Order delivered at Ottawa,
Ontario, on December
13, 2007.
REASONS
FOR ORDER BY: NOËL
J.A.
Date: 20071213
Docket: A-560-07
Citation: 2007 FCA 401
Present: NOËL
J.A.
BETWEEN:
THE MINISTER OF CITIZENSHIP
AND IMMIGRATION
Applicant
(Respondent)
and
IKEJANI EBELE OKOLOUBU
Respondent
(Applicant)
REASONS FOR ORDER
NOËL J.A.
[1]
The
applicant (respondent in the appeal) moves to stay his removal scheduled for
December 13, 2007 “until the merits of the recourse pursuant to section 72 of
the Immigration Act has been disposed of” (Notice of Motion prayer for
relief). As matters stand, the applicant’s recourse has been the subject of an
interim decision by Harrington J. of the Federal Court, an appeal from which is
pending before this Court in the present matter.
[2]
By that
decision rendered on October 17, 2007, Harrington J. allowed the applicant’s
judicial review application from a decision of an immigration officer denying
the applicant’s request to have his permanent residence application processed
from within Canada on humanitarian and
compassionate grounds. Harrington J. referred the matter back so that it may be
decided again taking into account certain provisions of the International Covenant
on Civil and Political Rights.
[3]
In support
of his stay application, the applicant argues that any prospect of having this
permanent residence application processed from within Canada, will become illusory if the removal
order is executed. The applicant further alleges that his wife and child would
suffer irreparable harm if he was forced to leave them and that the Country to
which he is to be removed (Nigeria) is a totalitarian regime where he would be
at risk of torture.
[4]
Counsel
for the Minister resists the application raising essentially two grounds. First,
she says that the applicant has been aware of the deportation order since
November 29, 2007 and has waited until the very last minute to bring forth his
stay application. According to Counsel, this, in itself, is sufficient to deny
the application.
[5]
Secondly,
the Counsel asserts that a stay has already been refused on two occasions by
judges of the Federal Court. According to Counsel for the Minister, the
applicant is estopped from bringing forth a third stay application given these
prior decisions.
DISPOSITION
[6]
As a
preliminary matter, I note that this Court does not have the jurisdiction to
grant the remedy as it has been framed by the applicant (see para. 1, above).

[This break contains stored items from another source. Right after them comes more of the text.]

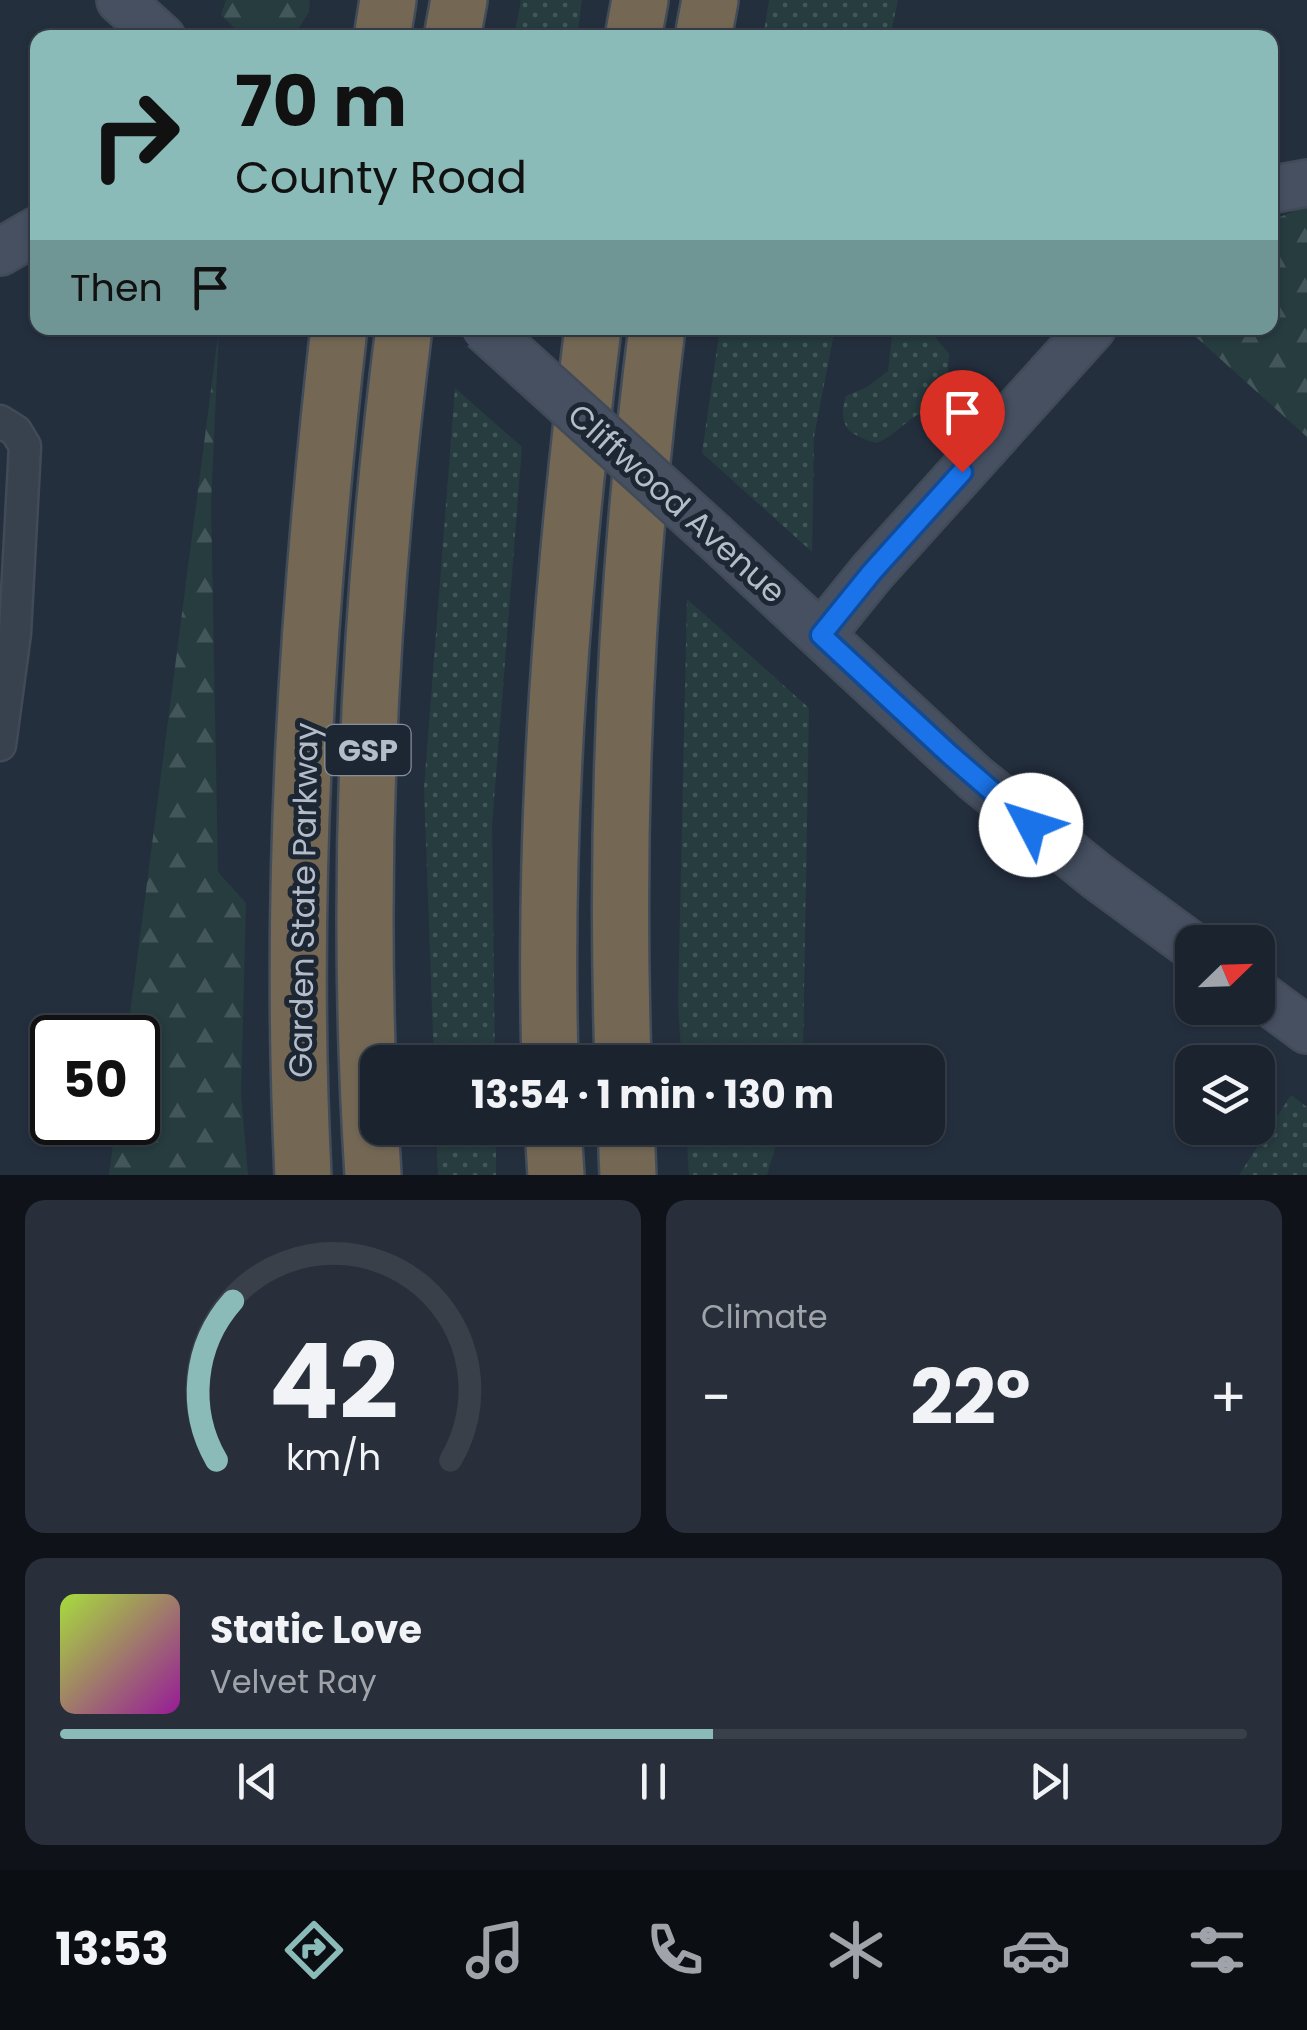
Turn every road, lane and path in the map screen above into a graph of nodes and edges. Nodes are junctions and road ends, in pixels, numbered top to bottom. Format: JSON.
{"nodes":[{"id":1,"x":105,"y":0,"type":"edge"},
{"id":2,"x":120,"y":0,"type":"edge"},
{"id":3,"x":388,"y":0,"type":"edge"},
{"id":4,"x":459,"y":0,"type":"edge"},
{"id":5,"x":640,"y":0,"type":"edge"},
{"id":6,"x":710,"y":0,"type":"edge"},
{"id":7,"x":109,"y":30,"type":"edge"},
{"id":8,"x":153,"y":30,"type":"edge"},
{"id":9,"x":383,"y":30,"type":"edge"},
{"id":10,"x":453,"y":30,"type":"edge"},
{"id":11,"x":634,"y":30,"type":"edge"},
{"id":12,"x":704,"y":30,"type":"edge"},
{"id":13,"x":1307,"y":183,"type":"edge"},
{"id":14,"x":1278,"y":188,"type":"edge"},
{"id":15,"x":30,"y":235,"type":"edge"},
{"id":16,"x":0,"y":252,"type":"edge"},
{"id":17,"x":338,"y":335,"type":"edge"},
{"id":18,"x":403,"y":335,"type":"edge"},
{"id":19,"x":492,"y":335,"type":"edge"},
{"id":20,"x":592,"y":335,"type":"edge"},
{"id":21,"x":656,"y":335,"type":"edge"},
{"id":22,"x":1086,"y":335,"type":"edge"},
{"id":23,"x":0,"y":421,"type":"edge"},
{"id":24,"x":821,"y":635,"type":"junction"},
{"id":25,"x":0,"y":745,"type":"edge"},
{"id":26,"x":1175,"y":934,"type":"edge"},
{"id":27,"x":1275,"y":1006,"type":"edge"},
{"id":28,"x":1307,"y":1030,"type":"edge"},
{"id":29,"x":550,"y":1045,"type":"edge"},
{"id":30,"x":622,"y":1045,"type":"edge"},
{"id":31,"x":554,"y":1145,"type":"edge"},
{"id":32,"x":627,"y":1145,"type":"edge"},
{"id":33,"x":303,"y":1175,"type":"edge"},
{"id":34,"x":373,"y":1175,"type":"edge"},
{"id":35,"x":556,"y":1175,"type":"edge"},
{"id":36,"x":628,"y":1175,"type":"edge"}],
"edges":[{"from":1,"to":7,"type":"main road"},
{"from":2,"to":8,"type":"main road"},
{"from":3,"to":9,"type":"highway"},
{"from":4,"to":10,"type":"highway"},
{"from":5,"to":11,"type":"highway"},
{"from":6,"to":12,"type":"highway"},
{"from":13,"to":14,"type":"main road"},
{"from":15,"to":16,"type":"main road"},
{"from":17,"to":33,"type":"highway","name":"Garden State Parkway","number":"GSP"},
{"from":18,"to":34,"type":"highway","name":"Garden State Parkway","number":"GSP"},
{"from":19,"to":24,"type":"main road","name":"Cliffwood Avenue","bridge":true},
{"from":20,"to":29,"type":"highway"},
{"from":21,"to":30,"type":"highway"},
{"from":22,"to":24,"type":"main road"},
{"from":23,"to":25,"type":"street"},
{"from":24,"to":26,"type":"main road","name":"Cliffwood Avenue"},
{"from":27,"to":28,"type":"main road"},
{"from":31,"to":35,"type":"highway"},
{"from":32,"to":36,"type":"highway"}]}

The Court’s jurisdiction is limited to providing interim relief pending the
disposition of the appeal.
[7]
Dealing with
the first ground on which the Minister seeks the dismissal of the application,
the record shows that although the decision under appeal was rendered on
October 17, 2007, a question was not certified until later, and the applicant’s
Counsel was only served with the Notice of Appeal on Friday, December 7, 2007.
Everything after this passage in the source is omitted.